--- PROMPT ---
Check every line in the listing below for "Route". Copy the ones where it occurs.

--- TASK DATA ---
_____

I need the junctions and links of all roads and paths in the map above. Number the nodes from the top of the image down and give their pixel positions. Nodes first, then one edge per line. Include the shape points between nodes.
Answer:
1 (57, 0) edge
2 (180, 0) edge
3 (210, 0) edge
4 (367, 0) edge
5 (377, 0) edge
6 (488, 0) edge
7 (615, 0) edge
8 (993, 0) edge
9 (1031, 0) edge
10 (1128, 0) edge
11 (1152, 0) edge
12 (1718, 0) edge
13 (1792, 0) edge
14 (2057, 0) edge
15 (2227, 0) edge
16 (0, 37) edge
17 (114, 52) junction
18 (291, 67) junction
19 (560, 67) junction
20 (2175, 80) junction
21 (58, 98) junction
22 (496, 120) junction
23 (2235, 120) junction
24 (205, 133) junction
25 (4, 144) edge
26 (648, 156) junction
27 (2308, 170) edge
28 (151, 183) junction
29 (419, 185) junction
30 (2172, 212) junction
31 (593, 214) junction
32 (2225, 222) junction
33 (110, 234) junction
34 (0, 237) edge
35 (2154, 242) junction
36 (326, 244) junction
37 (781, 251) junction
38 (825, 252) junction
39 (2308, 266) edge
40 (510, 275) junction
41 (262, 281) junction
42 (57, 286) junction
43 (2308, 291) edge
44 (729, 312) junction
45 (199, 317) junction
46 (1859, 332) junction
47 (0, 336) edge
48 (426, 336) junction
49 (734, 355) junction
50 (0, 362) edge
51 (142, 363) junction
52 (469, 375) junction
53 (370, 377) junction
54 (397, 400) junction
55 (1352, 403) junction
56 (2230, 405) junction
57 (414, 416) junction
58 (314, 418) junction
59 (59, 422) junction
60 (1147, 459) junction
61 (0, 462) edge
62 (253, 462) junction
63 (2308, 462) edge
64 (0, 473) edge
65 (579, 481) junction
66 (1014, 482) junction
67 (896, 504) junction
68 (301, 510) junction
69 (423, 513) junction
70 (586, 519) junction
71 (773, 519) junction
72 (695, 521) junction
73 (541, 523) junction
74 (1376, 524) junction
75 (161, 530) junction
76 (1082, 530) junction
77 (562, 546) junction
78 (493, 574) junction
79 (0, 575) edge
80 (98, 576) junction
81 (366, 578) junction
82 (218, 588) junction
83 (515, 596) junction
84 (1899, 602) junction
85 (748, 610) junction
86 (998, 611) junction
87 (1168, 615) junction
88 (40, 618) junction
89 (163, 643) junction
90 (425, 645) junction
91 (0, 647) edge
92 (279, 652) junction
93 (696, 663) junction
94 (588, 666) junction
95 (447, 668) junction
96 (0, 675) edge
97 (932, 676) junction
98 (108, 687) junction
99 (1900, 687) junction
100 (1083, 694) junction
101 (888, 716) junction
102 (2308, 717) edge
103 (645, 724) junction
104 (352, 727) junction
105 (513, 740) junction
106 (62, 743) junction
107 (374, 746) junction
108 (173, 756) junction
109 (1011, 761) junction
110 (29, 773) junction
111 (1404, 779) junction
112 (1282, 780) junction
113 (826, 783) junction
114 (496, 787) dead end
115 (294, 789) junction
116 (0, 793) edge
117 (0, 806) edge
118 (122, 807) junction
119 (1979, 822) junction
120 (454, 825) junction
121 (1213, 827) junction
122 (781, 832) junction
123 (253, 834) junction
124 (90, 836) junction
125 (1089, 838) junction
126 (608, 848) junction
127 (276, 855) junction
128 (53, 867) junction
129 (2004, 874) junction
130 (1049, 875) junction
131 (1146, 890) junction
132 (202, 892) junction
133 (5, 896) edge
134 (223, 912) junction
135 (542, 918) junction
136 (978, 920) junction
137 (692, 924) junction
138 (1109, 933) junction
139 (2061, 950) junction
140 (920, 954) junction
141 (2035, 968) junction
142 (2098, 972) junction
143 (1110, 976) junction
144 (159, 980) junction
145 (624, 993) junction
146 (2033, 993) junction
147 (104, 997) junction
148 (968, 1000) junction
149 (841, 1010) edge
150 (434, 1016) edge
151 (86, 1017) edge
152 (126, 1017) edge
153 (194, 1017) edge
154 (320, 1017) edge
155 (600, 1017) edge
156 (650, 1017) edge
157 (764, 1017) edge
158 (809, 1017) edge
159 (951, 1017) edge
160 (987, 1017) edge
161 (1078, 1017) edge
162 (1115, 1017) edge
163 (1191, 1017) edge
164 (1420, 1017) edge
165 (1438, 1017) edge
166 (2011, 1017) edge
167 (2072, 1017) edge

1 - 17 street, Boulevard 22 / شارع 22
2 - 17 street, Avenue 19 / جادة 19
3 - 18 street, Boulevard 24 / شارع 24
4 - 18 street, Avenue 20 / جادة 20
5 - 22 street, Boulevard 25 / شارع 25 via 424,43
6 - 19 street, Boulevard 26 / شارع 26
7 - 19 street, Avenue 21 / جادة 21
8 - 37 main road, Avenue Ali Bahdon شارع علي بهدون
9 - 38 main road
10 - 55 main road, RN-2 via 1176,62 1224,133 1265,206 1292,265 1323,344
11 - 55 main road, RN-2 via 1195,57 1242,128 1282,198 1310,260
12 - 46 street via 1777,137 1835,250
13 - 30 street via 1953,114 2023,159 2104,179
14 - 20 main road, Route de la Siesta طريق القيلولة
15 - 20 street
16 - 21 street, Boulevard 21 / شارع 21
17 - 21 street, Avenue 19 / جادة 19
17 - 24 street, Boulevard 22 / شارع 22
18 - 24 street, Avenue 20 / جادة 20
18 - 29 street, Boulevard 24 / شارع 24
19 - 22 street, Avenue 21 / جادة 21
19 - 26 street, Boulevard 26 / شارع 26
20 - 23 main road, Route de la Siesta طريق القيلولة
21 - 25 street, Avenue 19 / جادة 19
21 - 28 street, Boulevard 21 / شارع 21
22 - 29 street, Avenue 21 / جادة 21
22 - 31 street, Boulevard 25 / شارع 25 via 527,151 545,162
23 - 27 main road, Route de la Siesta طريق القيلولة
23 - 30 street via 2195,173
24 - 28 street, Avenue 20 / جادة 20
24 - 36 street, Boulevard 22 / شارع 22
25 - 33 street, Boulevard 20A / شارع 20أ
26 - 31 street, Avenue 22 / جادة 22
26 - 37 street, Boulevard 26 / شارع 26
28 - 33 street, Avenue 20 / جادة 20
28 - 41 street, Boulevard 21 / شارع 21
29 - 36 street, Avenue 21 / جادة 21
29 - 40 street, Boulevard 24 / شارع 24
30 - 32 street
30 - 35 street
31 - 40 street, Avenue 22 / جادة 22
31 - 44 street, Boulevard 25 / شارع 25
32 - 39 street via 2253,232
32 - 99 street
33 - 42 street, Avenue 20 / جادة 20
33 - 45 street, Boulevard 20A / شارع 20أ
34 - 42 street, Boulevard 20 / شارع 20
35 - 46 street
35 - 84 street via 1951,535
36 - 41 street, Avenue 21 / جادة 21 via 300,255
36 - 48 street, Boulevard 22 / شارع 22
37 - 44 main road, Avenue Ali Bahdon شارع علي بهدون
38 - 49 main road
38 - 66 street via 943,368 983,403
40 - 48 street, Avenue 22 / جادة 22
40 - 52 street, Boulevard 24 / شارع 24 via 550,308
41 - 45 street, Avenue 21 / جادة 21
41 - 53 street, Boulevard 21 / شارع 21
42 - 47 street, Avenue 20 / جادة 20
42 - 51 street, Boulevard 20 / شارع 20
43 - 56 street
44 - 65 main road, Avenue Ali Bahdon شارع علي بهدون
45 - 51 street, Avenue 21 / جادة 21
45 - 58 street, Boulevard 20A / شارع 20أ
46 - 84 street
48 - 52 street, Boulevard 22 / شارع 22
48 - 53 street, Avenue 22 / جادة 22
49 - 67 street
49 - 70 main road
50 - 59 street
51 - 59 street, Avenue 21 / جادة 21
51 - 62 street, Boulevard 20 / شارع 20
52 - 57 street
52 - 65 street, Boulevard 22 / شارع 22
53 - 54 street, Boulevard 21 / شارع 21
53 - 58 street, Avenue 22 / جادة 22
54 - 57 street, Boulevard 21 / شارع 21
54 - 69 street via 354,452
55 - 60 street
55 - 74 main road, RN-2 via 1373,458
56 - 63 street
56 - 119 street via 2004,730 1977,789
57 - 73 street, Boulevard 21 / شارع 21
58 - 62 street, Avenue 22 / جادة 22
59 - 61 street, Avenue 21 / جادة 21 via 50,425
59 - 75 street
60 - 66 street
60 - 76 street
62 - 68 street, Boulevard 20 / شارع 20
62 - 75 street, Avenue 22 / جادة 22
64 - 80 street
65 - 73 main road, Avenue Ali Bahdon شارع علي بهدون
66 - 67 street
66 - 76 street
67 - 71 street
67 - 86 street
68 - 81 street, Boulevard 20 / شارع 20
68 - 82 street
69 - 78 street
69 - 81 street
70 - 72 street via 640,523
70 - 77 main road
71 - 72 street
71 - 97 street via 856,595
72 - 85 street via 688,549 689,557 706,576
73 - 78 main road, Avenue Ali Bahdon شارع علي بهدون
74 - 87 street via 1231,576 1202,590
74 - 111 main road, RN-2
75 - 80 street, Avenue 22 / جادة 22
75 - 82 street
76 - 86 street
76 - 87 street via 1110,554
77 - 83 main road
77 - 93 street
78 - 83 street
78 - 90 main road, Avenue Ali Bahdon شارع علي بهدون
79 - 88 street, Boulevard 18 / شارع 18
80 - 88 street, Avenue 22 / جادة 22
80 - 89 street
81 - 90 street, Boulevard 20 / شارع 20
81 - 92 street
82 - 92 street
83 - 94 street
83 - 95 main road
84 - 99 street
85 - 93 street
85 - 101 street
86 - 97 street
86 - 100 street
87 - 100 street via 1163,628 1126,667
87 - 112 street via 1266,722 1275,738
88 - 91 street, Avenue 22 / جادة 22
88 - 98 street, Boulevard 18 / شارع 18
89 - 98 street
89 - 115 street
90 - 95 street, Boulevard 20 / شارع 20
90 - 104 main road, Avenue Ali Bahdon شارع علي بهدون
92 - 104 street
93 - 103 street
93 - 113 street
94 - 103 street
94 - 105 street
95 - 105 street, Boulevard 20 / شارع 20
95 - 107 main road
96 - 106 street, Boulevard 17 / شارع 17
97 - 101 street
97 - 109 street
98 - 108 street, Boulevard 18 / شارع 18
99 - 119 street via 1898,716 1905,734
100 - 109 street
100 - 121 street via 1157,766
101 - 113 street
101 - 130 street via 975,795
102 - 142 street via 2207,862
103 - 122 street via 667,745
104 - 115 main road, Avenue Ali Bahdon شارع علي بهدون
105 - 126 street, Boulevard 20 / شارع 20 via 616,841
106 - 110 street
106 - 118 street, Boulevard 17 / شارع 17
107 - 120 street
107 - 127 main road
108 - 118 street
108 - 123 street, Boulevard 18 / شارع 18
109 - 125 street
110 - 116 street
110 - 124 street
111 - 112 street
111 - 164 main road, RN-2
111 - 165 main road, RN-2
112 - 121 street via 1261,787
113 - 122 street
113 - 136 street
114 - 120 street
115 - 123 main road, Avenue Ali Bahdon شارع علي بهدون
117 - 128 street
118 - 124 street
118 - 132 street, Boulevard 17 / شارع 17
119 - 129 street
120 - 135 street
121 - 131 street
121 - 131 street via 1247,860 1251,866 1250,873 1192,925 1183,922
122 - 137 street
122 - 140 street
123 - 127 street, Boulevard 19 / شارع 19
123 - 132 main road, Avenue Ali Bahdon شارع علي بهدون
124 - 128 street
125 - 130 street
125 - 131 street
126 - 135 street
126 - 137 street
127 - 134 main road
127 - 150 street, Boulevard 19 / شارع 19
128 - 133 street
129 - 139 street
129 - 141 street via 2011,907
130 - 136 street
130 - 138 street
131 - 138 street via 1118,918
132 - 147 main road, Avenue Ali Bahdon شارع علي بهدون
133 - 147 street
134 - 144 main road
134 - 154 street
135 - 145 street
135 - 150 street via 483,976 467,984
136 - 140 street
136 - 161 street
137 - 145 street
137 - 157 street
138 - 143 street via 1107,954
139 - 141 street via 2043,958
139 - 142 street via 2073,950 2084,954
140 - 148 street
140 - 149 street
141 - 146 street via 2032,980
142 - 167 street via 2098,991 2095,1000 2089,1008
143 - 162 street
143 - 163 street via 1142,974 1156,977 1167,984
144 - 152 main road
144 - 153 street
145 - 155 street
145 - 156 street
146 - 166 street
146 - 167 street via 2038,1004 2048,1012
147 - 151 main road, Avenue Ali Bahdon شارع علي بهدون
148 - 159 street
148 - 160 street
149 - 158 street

_____

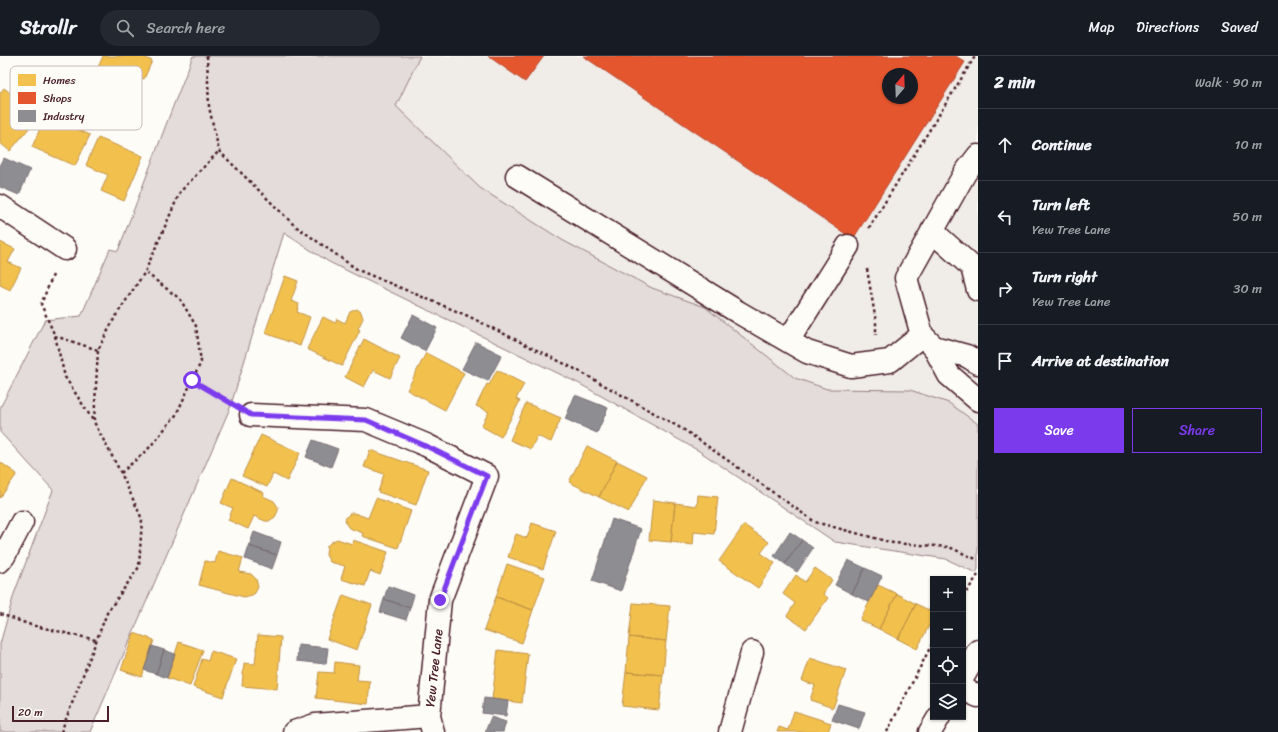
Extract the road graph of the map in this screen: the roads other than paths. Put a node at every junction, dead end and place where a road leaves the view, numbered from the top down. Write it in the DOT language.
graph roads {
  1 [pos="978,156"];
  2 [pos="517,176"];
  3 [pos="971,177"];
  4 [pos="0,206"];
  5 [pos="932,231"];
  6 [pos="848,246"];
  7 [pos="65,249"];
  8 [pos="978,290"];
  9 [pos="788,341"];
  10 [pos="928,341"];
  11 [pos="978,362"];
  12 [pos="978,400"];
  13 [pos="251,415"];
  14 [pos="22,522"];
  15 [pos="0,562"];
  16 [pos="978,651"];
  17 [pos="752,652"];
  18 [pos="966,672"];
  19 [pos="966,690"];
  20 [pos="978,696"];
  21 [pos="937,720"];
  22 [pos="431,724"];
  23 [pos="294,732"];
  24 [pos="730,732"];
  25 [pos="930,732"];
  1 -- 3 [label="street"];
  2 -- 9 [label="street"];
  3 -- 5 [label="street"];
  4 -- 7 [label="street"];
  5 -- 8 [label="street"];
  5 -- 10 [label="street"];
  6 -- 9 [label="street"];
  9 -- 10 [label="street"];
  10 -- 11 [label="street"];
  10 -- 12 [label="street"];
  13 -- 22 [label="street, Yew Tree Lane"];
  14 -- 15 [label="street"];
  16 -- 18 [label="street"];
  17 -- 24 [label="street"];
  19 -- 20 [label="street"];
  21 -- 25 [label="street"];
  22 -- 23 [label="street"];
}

_____

--- WRITTEN RESPONSE ---
14 - 20 main road, Route de la Siesta طريق القيلولة
20 - 23 main road, Route de la Siesta طريق القيلولة
23 - 27 main road, Route de la Siesta طريق القيلولة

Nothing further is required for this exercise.